THE DATA: Begin
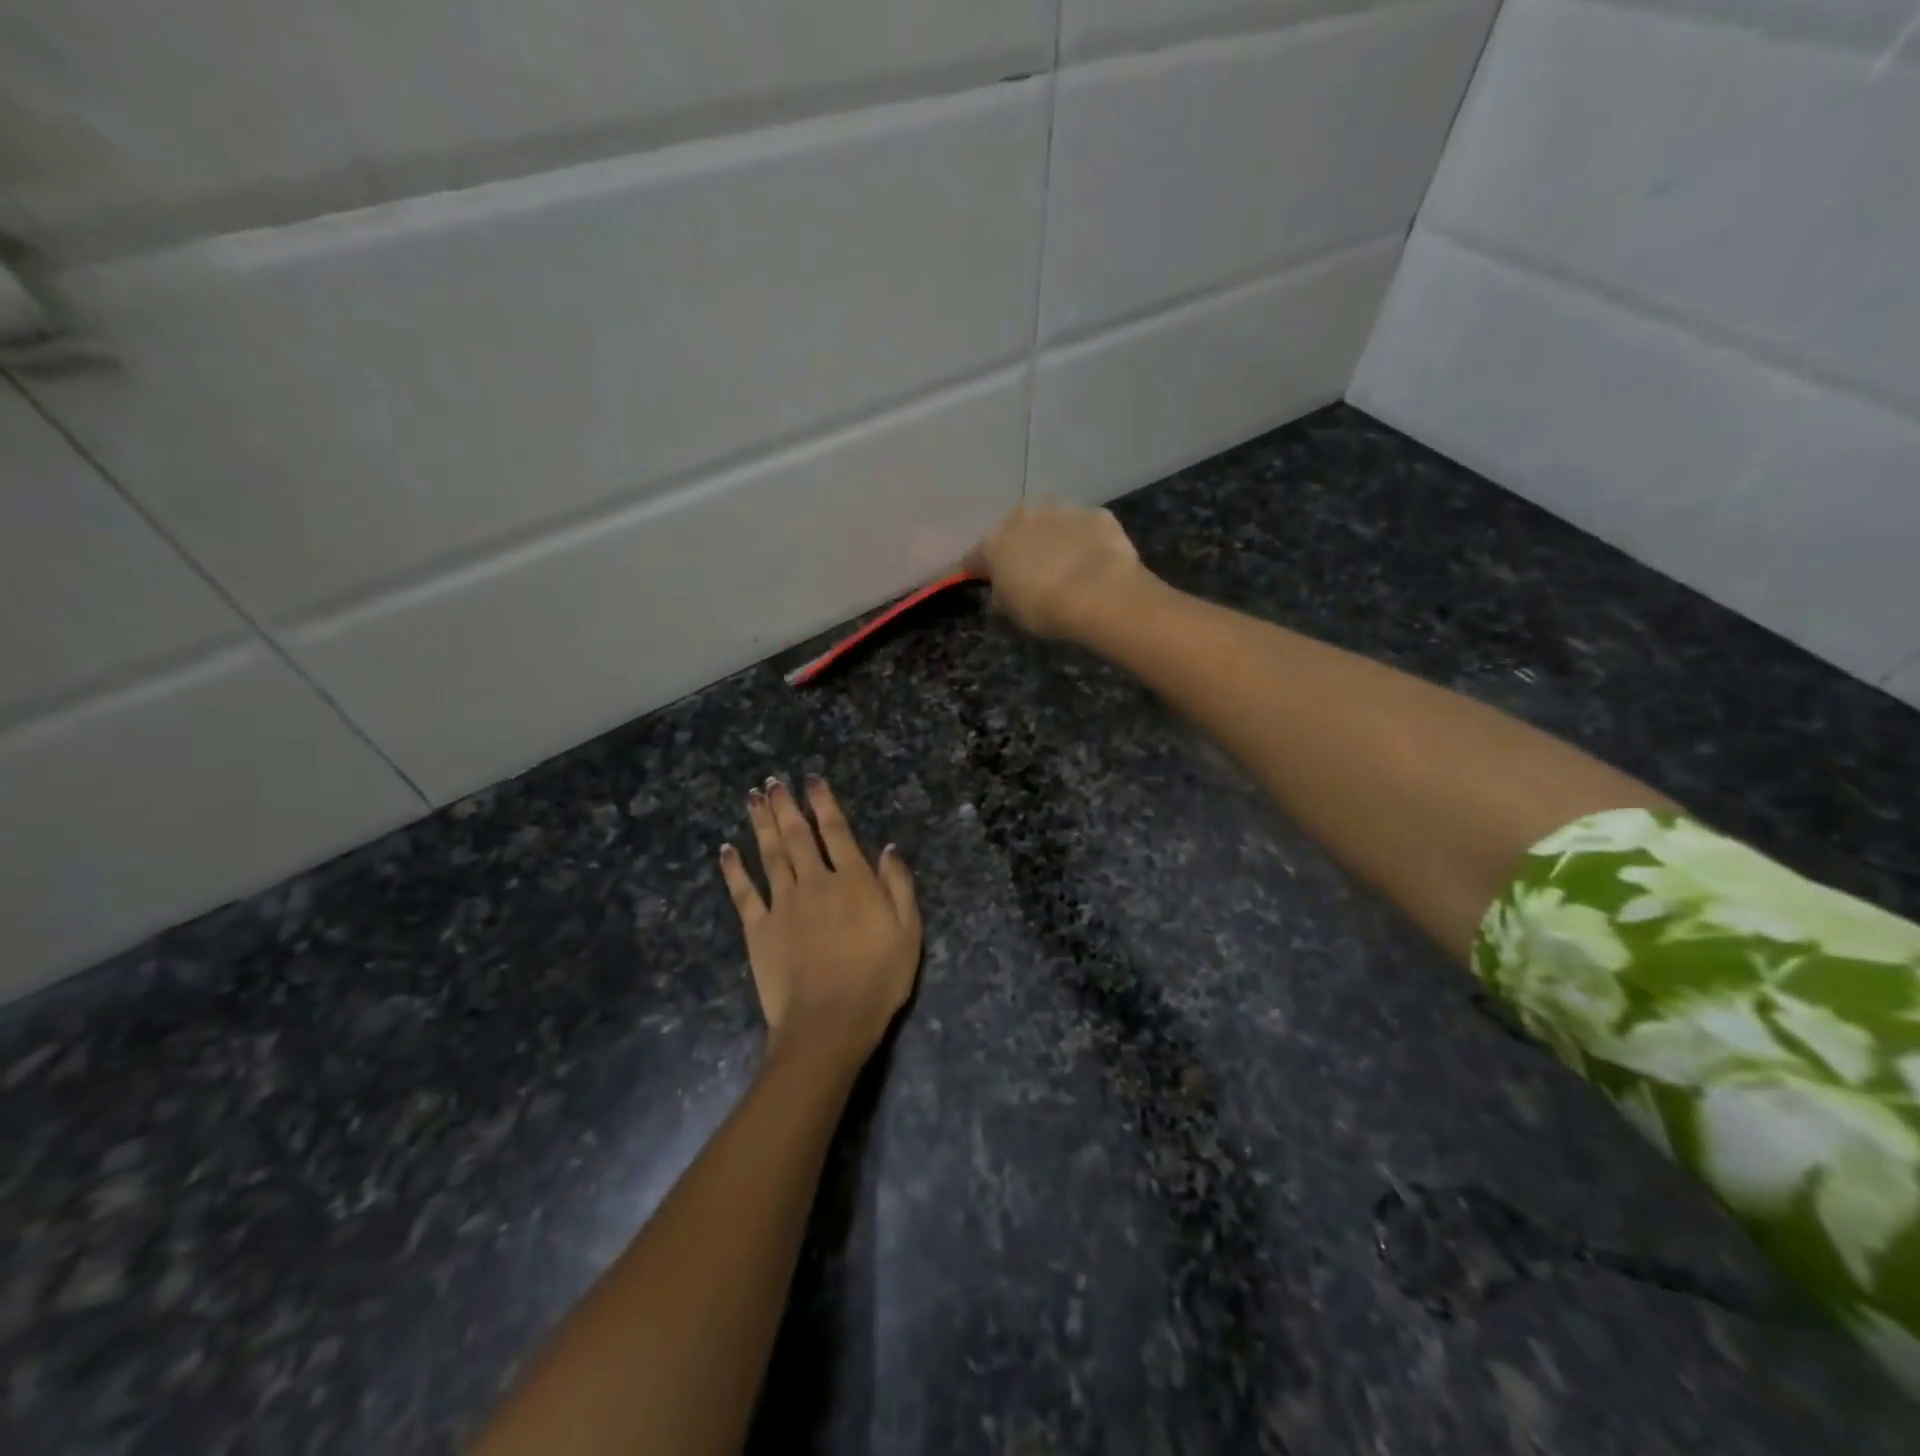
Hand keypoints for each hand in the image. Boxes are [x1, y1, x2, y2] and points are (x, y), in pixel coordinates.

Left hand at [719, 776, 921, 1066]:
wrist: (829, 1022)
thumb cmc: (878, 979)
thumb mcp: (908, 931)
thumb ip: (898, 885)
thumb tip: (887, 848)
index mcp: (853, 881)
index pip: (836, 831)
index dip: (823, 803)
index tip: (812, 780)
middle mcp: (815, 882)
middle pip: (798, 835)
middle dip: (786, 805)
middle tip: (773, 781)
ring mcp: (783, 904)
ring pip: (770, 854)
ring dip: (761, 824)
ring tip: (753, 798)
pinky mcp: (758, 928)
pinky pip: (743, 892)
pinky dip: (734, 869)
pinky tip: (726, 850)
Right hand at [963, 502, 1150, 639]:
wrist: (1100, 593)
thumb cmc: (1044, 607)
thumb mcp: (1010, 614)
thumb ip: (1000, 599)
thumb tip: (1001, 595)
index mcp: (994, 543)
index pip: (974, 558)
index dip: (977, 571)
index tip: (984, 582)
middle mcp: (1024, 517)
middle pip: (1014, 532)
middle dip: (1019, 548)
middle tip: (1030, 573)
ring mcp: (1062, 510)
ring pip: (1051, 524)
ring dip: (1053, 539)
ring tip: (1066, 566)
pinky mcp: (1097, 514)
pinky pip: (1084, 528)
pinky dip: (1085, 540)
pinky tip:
THE DATA: End
▸ **REQUIRED ACTION**:
Transcribe the records verbatim and omit the images.

▸ **EXERCISE RESULT**:
Hand keypoints for each hand in the image. Boxes are [x1, y1, x2, y2] and points are (x, y), in pixel coordinates.

Left hand at [719, 776, 921, 1066]:
wrist: (829, 1022)
thumb cmc: (878, 979)
thumb mcp: (908, 931)
thumb ip: (898, 885)
thumb tip: (887, 848)
index mcp: (853, 881)
index pip: (836, 831)
index dip: (823, 803)
index tip: (812, 780)
middle mcp: (815, 882)
middle pip: (798, 835)
middle dip: (786, 805)
middle tip: (773, 781)
ring mcp: (783, 904)
ring pip: (770, 854)
ring dip: (761, 824)
ring tip: (753, 798)
pinky mcp: (758, 928)
pinky pip: (743, 892)
pinky dip: (734, 869)
pinky tip: (726, 850)
Right hand at [963, 502, 1150, 639]:
wrist: (1100, 593)
thumb cmc: (1044, 607)
thumb mcp: (1010, 614)
thumb ip: (1000, 599)
thumb tip: (1001, 595)
index mcp: (994, 543)
index pip: (974, 558)
index dip: (977, 571)
index tip: (984, 582)
middle mcp: (1024, 517)
middle pip: (1014, 532)
middle dip: (1019, 548)
middle tip: (1030, 573)
ring mcp: (1062, 510)
ring pip: (1051, 524)
ring dip: (1053, 539)
ring tip: (1066, 566)
pinky mcp: (1097, 514)
pinky pip: (1084, 528)
pinky dip: (1085, 540)
pinky tip:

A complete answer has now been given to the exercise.